300 East Hickory Street, Apple River, IL 61001
Phone: 815-594-2306 Fax: 815-594-2305 Web Site: eaglenature.com
e-mail: firstname.lastname@example.org Tax Exempt No. 36-4015400
|For Immediate Release||February 17, 2017|
2017 Midwinter Bald Eagle Count Results Released
Apple River, IL) Terrence Ingram, Coordinator for the Eagle Nature Foundation's Midwinter Bald Eagle Count has just released the results of the 2017 Annual Count, which was conducted by many volunteers between Minnesota and Tennessee. This is the 57th year for this count to be conducted. This count was conducted in primarily a two hour period, from 9:00 to 11:00 am on Saturday, Jan. 28, 2017. The reason this count is conducted during the last weekend in January is that normally the end of January is between the bald eagle's Southern migration and the Northern migration. The two hour time frame is to keep the duplication of bald eagle sightings to a minimum.

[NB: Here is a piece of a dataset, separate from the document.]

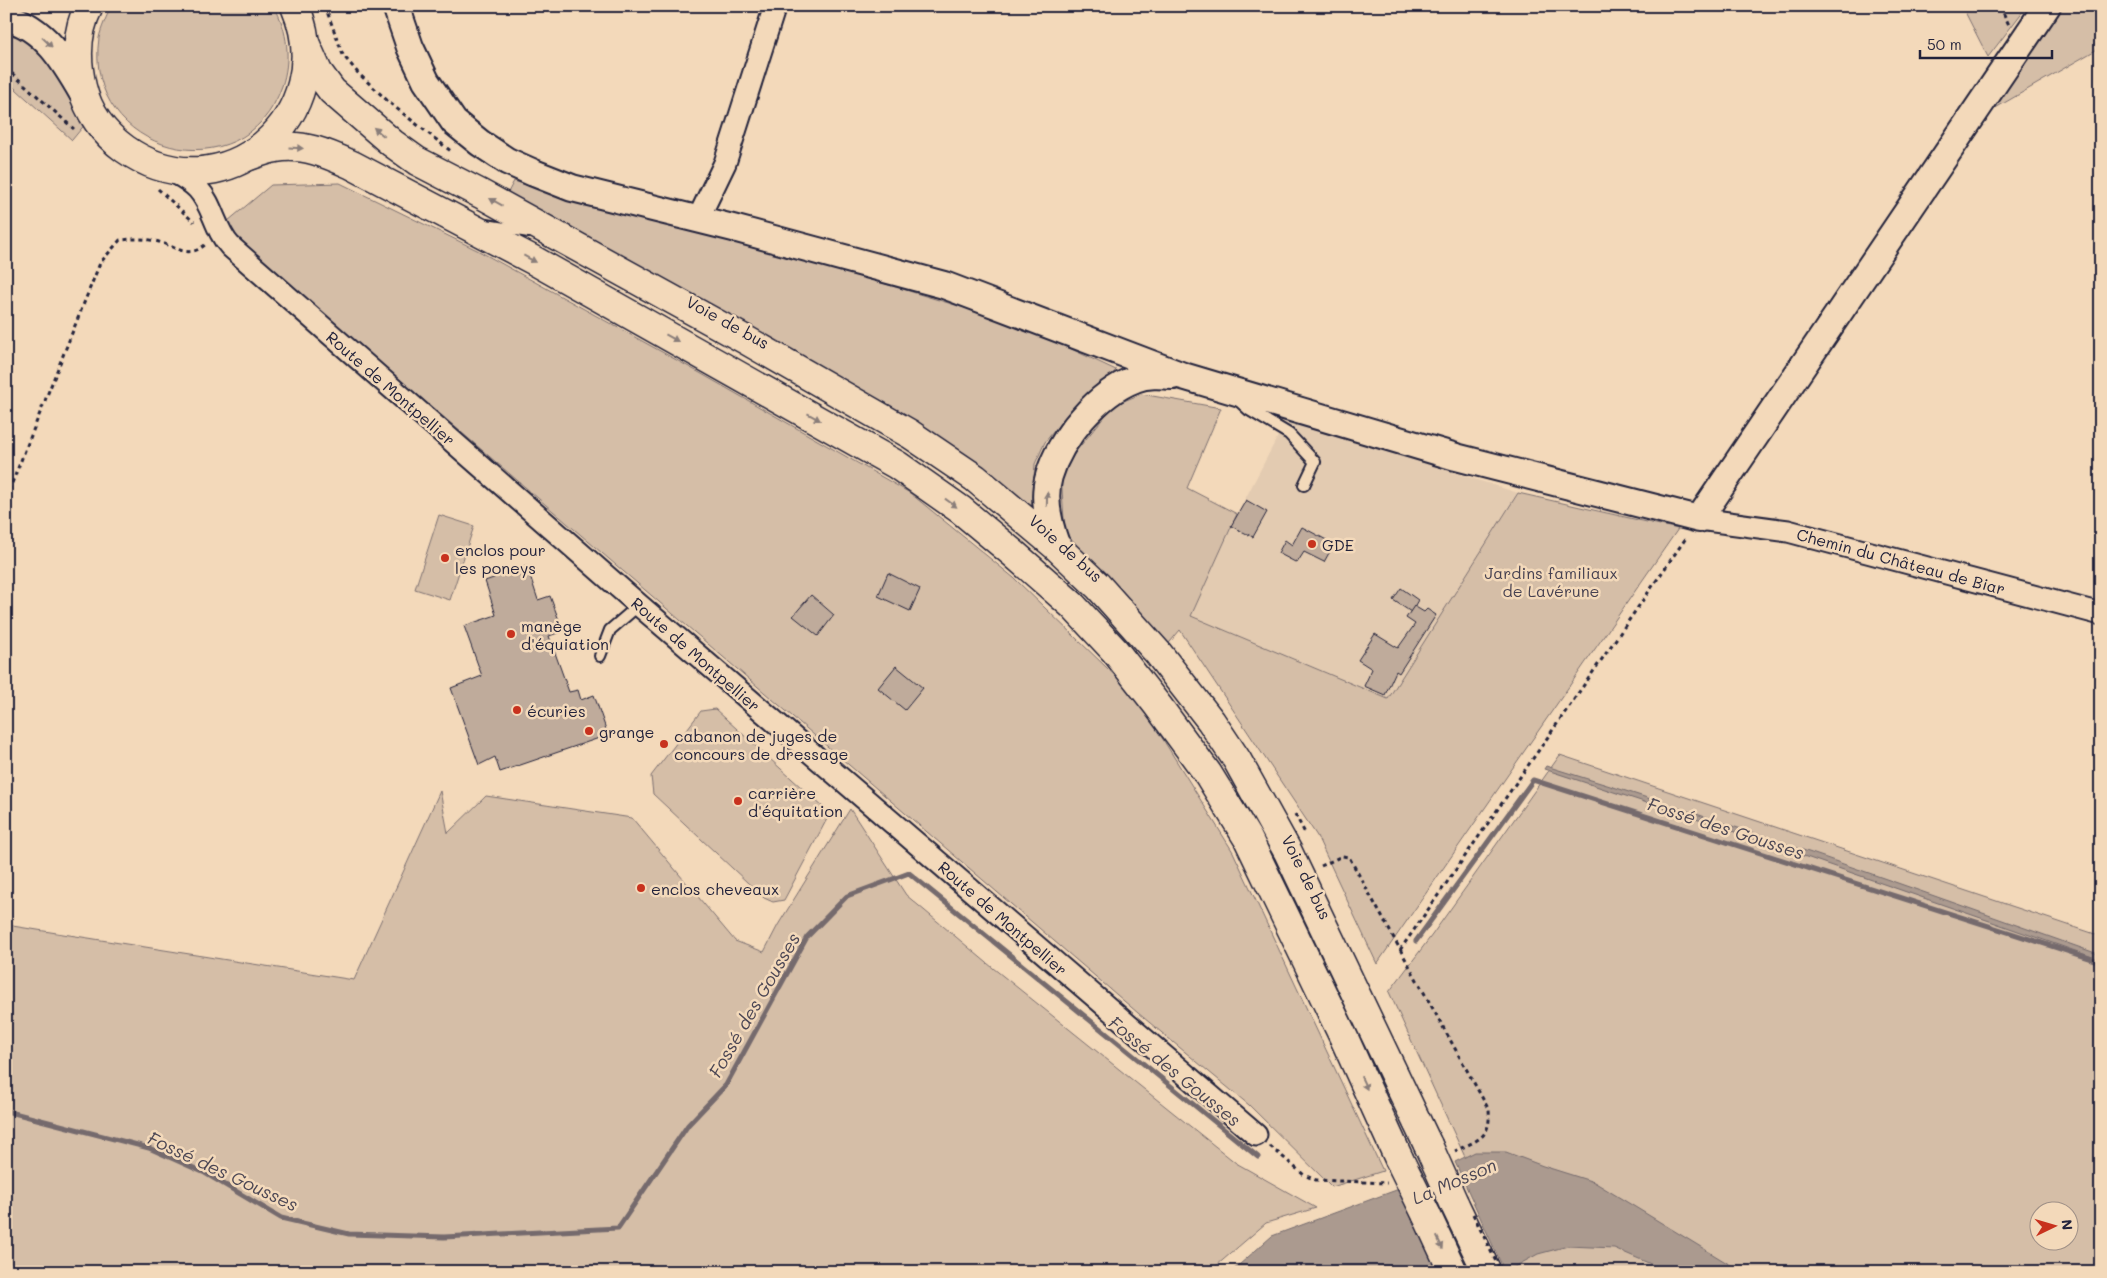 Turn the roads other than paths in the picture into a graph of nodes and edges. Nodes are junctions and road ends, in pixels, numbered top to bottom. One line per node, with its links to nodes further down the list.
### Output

This year 1,257 bald eagles were sighted. Of these 795 were adults, 62 were sub-adults, 299 were immatures and 101 were of unknown age. This resulted in an immature to adult ratio of 31.2 %, which is just slightly below last year's ratio of 31.8 %, even though almost 50% more eagles were counted this year than last year. Part of the reason more eagles were counted is because we had more volunteers counting in more areas than last year. Volunteers included US Army Corps personnel, Fish & Wildlife personnel, many conservation organizations as well as many, many individuals from northern Wisconsin down to Tennessee and out to eastern Nebraska.
If we would look at just the same areas the count covered in the early 1960's, the numbers we are seeing now are lower than they were at that time. Those same areas this year recorded only a total of 413 bald eagles, with 307 adults, 28 subadults, 38 immatures and 40 of unknown age. This is only about 2/3 of the numbers that were seen on the very first count in 1961, when 621 bald eagles were counted. Isn't anyone else alarmed? Have they moved away from the Mississippi? If so, where?
We can even look at long term trends. The count's first five year average of immature to adult ratios was 19.4 % and the second 5-year average was 28.5%. Our last five year average of immature to adult ratios is only 25.5 %, which is lower than even the second 5-year average. Ever since then this five year average has been higher, reaching a high of 32.4% about 1988 and 30.8% in 1998. The 10 year averages have gone from 21.5% in the first 10 years up to 31.6% in the third 10 years and back down to 26.8% in the past 10 years. This compares with the 57 year average of 27.3%.
The bald eagle population was reproducing well from about 1968 until about 2005. Since then something is affecting its reproduction and bringing the 5 averages back to a level that is below what it was during the second five years of the count.
We must determine what is affecting our bald eagle population before this percentage drops even further!